EXERCISE DESCRIPTION
Filter the entries down to the lines containing "dead", and copy those lines.

Stored items
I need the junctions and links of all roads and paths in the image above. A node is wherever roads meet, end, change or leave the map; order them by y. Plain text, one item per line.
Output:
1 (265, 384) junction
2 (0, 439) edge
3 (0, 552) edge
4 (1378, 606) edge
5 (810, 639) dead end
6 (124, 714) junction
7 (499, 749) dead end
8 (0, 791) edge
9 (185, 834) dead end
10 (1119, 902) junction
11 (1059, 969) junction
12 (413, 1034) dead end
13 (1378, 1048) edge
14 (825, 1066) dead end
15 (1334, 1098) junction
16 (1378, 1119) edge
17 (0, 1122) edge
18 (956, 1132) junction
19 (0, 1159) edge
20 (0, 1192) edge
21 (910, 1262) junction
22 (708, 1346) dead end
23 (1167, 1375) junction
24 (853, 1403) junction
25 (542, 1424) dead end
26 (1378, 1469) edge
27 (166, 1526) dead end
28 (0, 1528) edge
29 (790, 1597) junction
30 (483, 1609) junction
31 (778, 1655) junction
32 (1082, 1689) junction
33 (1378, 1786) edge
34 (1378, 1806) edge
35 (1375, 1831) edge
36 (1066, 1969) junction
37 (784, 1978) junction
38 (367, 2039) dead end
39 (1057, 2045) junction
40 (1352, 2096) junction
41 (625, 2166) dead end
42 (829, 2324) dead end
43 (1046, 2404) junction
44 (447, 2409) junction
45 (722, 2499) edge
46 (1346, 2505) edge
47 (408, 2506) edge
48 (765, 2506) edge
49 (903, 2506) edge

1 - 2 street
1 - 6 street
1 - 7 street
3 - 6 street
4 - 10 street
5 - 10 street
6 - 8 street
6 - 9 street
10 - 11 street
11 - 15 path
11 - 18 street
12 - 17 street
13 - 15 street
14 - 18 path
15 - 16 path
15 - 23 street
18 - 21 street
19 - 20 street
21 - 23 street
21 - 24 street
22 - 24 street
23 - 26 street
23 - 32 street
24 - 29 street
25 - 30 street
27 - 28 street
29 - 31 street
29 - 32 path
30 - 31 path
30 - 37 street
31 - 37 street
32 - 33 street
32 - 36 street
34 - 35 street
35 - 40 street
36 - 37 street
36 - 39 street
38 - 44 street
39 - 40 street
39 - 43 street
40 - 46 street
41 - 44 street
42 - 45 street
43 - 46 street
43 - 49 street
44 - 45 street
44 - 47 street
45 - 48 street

TASK RESULT
5 (810, 639) dead end
7 (499, 749) dead end
9 (185, 834) dead end
12 (413, 1034) dead end
14 (825, 1066) dead end
22 (708, 1346) dead end
25 (542, 1424) dead end
27 (166, 1526) dead end
38 (367, 2039) dead end
41 (625, 2166) dead end
42 (829, 2324) dead end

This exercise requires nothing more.